CELREGULATIE IN BEELD SAMENVATTING
HOORCOLLEGE 1 – 3/2/2025
LECTURE 1 - THE NATURE OF CANCER
Benign vs malignant tumors
- Benign: tumors that grow without invading adjacent tissues
→ Benign tumors can cause problems: hyperthyroidism and acromegaly
- Malignant: tumors that invade nearby tissues and spawn metastases
Tumors arise from specialized cell types
Tumors arise from epithelial tissues:
- Epithelia: sheets of cells that line the walls of the cavities (lungs, digestion…)
and channels or cover the body (skin)
- Basement membrane (basal lamina): is made of extracellular matrix (ECM)
(DUS basal lamina bestaat niet uit cellen) and separates the epithelial cells
from the underlying layer of supporting connective tissue cells (stroma)
Carcinomas are originated from the epithelia
There are two major types of epithelial-origin cancers (TENTAMEN VRAAG
OVER VERSCHIL TUSSEN DEZE 2 CARCINOMAS)
- Squamous cell carcinomas → originated from the protective layers in the
epithelium
- Adenocarcinomas → originated from cells that produce (secrete) stuff
(hormones)
BOTH carcinomas are originated from the epithelia
Non-epithalial cancers 1: connective-tissue – sarcomas
- Sarcomas derive from cells from connective tissues; fibroblast, secretory cells,
fat cells, osteoblast, myocytes (muscle forming cells)
Non-epithelial cancers 2: hematopoietic (blood-forming) tissues
- Hematopoietic are originated from blood forming cells/ tissues
→ Hematopoietic can originated from pre-cursors of erythrocytes (red blood
cells), antibody-secreting (plasma) cells, T and B lymphocytes
- Leukemia (white blood) is a type of cancer that is originated from changes in
the pre-cursors of blood cells
→ Leukemia is a cancer that moves through circulation
- Lymphomas are malignant B or T lymphocytes that originated from changes
in the pre-cursors of blood cells
→ Lymphomas aggregate (cluster) and form solid tumors
Non-epithelial cancers 3: originating from nervous system
- Gliomas, glioblastomas, neuroblastomas
Not all tumors can be easily classified
- Some tumors (and normal cells) undergo transdifferentiation (switch from
origination → move from one different lineage, or phenotype, to another)

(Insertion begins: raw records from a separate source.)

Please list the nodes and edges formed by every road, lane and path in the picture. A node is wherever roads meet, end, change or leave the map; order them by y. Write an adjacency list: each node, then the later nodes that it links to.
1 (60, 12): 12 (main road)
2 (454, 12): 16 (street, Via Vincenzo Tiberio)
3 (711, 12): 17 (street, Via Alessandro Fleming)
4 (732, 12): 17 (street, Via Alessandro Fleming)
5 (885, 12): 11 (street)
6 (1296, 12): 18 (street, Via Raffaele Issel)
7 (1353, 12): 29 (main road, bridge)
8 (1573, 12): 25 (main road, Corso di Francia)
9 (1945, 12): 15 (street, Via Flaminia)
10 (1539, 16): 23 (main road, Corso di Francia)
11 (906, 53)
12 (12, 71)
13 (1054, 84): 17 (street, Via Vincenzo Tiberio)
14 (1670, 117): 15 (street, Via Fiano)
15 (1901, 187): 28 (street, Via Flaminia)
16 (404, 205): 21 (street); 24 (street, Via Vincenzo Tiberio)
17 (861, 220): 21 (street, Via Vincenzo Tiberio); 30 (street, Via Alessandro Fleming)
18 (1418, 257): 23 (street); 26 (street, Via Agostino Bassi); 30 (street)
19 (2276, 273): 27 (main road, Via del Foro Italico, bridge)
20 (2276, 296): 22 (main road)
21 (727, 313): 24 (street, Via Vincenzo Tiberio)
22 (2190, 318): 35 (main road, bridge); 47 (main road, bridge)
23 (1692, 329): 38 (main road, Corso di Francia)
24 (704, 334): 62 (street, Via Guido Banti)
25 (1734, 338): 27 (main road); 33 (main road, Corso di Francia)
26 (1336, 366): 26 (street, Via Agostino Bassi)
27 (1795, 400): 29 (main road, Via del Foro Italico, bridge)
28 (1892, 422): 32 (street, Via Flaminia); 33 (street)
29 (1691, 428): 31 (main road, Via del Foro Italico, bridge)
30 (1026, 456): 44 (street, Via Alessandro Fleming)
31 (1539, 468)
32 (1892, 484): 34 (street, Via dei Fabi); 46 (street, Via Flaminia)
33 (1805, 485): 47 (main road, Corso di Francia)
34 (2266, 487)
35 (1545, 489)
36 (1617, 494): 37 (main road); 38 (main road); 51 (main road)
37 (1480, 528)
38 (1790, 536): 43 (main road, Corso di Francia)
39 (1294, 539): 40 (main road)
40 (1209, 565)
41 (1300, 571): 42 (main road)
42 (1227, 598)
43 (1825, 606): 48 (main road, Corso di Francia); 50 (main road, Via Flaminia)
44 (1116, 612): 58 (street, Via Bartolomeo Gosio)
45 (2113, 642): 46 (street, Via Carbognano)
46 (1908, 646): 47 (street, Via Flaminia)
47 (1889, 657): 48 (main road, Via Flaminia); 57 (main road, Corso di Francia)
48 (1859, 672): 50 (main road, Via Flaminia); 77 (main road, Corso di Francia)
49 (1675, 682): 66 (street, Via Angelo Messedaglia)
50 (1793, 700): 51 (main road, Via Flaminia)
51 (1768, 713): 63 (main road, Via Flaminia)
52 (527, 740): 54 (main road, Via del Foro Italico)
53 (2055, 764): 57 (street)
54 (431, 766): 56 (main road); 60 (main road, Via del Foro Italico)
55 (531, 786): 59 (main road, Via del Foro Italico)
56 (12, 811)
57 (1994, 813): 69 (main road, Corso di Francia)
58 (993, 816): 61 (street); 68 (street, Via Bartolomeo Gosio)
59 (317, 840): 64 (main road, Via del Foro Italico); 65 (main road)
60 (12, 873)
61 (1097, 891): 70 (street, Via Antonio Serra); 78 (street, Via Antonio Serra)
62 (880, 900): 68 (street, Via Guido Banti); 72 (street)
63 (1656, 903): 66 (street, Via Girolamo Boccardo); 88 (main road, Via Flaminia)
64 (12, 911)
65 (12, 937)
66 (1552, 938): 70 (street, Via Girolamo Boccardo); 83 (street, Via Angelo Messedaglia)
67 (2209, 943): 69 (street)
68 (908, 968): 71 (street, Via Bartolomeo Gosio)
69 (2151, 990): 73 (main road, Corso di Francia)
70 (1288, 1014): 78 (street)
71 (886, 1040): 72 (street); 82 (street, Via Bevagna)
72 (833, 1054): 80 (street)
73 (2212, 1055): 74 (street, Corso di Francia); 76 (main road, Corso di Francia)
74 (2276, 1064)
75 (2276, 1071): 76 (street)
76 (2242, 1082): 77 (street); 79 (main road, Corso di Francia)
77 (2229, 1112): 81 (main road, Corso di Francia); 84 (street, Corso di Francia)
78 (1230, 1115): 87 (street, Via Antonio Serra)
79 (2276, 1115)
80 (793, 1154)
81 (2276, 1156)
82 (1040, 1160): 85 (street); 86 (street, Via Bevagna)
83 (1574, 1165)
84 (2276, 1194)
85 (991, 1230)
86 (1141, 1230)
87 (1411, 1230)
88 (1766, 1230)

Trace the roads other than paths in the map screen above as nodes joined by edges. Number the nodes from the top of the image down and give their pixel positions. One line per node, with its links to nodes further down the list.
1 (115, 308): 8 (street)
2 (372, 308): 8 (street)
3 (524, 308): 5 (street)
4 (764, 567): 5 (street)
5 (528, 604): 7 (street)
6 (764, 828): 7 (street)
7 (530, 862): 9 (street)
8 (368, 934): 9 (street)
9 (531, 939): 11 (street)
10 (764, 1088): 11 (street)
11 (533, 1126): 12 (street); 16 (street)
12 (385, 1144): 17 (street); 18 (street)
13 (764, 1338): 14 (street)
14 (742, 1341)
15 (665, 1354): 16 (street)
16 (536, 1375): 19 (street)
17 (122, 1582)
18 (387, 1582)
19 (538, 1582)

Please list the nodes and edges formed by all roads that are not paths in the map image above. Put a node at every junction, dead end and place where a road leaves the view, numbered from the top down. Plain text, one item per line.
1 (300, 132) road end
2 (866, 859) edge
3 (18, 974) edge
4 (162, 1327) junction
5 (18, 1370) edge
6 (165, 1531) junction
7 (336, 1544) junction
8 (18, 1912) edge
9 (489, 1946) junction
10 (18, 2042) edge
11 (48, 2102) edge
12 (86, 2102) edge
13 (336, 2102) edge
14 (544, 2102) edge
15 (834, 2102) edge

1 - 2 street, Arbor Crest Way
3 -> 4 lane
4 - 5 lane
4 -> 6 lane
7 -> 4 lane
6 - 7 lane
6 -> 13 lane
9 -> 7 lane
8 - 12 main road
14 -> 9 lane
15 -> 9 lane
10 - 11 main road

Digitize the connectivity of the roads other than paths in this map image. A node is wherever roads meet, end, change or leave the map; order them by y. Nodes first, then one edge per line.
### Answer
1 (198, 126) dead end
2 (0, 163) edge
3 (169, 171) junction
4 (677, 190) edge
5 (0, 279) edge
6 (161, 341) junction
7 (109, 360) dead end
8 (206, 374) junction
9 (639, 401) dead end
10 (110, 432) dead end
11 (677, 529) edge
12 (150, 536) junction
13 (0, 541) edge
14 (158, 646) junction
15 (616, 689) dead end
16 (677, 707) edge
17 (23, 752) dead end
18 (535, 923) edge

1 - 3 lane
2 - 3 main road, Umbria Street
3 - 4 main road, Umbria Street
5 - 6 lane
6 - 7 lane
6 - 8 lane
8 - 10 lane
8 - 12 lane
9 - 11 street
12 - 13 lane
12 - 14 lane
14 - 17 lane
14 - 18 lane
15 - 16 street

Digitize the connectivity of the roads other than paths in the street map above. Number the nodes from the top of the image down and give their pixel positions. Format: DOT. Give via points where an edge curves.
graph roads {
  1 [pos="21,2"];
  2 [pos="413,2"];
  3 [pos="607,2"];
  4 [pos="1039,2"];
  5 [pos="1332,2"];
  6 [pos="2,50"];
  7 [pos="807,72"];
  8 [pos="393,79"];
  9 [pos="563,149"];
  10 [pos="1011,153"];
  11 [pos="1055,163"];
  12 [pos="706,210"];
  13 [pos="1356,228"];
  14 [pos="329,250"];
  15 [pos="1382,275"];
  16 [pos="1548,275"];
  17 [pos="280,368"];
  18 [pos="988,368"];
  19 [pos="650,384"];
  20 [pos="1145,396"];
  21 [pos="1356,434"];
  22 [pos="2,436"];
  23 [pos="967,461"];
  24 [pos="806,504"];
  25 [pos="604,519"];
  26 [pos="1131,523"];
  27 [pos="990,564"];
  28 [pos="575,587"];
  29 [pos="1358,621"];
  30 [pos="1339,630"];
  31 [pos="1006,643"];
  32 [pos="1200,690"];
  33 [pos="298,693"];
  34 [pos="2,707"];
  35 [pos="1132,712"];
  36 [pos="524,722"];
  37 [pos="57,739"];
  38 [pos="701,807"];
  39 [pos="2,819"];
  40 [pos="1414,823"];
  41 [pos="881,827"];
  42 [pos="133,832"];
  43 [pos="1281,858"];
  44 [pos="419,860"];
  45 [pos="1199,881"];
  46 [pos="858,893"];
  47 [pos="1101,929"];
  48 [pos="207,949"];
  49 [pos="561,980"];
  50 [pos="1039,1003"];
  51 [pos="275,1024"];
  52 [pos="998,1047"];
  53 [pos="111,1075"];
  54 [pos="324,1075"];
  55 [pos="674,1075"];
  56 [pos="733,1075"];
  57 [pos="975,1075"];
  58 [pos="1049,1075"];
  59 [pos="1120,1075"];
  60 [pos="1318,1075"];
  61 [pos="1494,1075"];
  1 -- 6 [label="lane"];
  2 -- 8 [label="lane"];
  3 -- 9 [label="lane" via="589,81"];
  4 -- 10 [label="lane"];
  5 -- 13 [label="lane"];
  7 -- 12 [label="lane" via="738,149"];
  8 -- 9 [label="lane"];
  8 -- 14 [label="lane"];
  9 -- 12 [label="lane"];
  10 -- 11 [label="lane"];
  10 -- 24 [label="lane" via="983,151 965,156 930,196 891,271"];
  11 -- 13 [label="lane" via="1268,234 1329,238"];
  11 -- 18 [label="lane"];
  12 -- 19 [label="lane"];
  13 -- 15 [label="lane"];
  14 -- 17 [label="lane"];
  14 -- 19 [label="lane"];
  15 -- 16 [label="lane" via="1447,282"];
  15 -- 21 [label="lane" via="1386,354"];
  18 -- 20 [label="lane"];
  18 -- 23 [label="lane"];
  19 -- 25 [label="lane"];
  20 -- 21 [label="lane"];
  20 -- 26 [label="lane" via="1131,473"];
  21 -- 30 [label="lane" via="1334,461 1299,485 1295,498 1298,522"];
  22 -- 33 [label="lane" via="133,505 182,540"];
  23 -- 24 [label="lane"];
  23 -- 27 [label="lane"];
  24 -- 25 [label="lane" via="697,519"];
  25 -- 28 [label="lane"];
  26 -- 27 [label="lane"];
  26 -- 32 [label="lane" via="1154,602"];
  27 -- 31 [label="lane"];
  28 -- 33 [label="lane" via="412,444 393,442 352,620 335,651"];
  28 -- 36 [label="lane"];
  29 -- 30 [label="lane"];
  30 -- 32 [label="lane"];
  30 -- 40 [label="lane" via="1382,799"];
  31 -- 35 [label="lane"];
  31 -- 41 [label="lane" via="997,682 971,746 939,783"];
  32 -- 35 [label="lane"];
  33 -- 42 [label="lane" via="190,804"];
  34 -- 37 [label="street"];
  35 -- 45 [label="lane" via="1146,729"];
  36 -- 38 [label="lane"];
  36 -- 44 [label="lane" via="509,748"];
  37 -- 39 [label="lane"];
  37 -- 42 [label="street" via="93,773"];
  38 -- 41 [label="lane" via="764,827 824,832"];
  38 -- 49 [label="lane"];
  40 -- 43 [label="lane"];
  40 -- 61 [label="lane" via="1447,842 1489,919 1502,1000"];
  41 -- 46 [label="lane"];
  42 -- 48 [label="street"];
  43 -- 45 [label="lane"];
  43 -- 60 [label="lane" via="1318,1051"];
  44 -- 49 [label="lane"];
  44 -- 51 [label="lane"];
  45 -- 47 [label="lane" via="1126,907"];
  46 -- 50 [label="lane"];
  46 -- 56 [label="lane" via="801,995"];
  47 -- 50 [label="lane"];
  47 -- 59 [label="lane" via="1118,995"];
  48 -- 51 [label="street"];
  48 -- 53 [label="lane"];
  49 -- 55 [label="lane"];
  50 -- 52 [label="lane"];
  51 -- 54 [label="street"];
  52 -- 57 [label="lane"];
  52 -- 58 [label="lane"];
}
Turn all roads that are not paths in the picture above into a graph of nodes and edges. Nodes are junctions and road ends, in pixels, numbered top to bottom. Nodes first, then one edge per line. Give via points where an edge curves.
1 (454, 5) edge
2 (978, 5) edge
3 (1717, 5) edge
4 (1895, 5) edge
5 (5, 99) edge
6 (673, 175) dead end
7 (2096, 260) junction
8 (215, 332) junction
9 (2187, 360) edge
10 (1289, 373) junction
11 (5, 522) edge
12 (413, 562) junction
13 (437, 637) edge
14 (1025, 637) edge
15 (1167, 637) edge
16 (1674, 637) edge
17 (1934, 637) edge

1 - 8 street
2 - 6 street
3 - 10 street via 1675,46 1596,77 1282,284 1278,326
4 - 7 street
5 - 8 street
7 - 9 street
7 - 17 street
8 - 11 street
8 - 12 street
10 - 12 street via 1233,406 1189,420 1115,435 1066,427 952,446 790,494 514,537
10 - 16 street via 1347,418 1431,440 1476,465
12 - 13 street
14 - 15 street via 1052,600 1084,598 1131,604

→ Epithelial - to mesenchymal transition (EMT): epithelial cancers change
shape and gene expression programs that resemble nearby stromal cells
1
, - Teratomas (usually benign) arise from germ cell (egg and sperm) precursors
that persist at wrong sites in the developing fetus, retaining the ability to
generate most tissues → Teratomas can damage function of organs
→ Teratomas are wild-type (contain no mutation/ are not cancerous)
- Tumors that will lose tissue-specificity (dedifferentiation); process of gene
expression and phenotype changes so that cells stop resembling the tissues
of origin (anaplastic)
Cancers develop progressively
- Hyperplastic growth: in the normal tissue there will be excessive number of
cells → ratio of different types of cells will be disturbed
- Metaplastic growth: normally present tissue is replaced by invading cells from
a nearby tissue
- In Barretts esophagus: the squamous cells are replaced by secretory cells
These changes are NOT malignant, but they increase the risk for malignant cancers
- Dysplasia: transitional state between benign and malignant growth; increased
replicating cells, ratio of different types of cells is disturbed
- Adenomas, polyps, papillomas and skin warts contain all cell types of normal
epithelial tissue, but are greatly expanded (= in between state; NOT malignant
but can become this)
- Neoplasm (new tissue): cells have invaded the underlying tissues (=
carcinoma cells break through the basement membrane and invade into
adjacent stroma)
But: tumor progression (normal → hyperplastic → dysplastic → neoplastic →
metastatic) is only suggestive and not universal (steps can be skipped or tumors
cannot come any further than certain steps)
Are tumors monoclonal?
Do tumor cells descend from a single cell or from a large
cohort? → SINGLE CELL
Tumors are monoclonal in origin; this means that at
some point there is a single cell that started the cascade
of events when forming a tumor.
Tumors are not monoclonal; this means that all the cells
in the tumor are NOT identical, they have different
mutations.
SUMMARY:
- Tumors are monoclonal if you look at the cell of origin, but later there will be
different populations of cell in the tumor (=clone)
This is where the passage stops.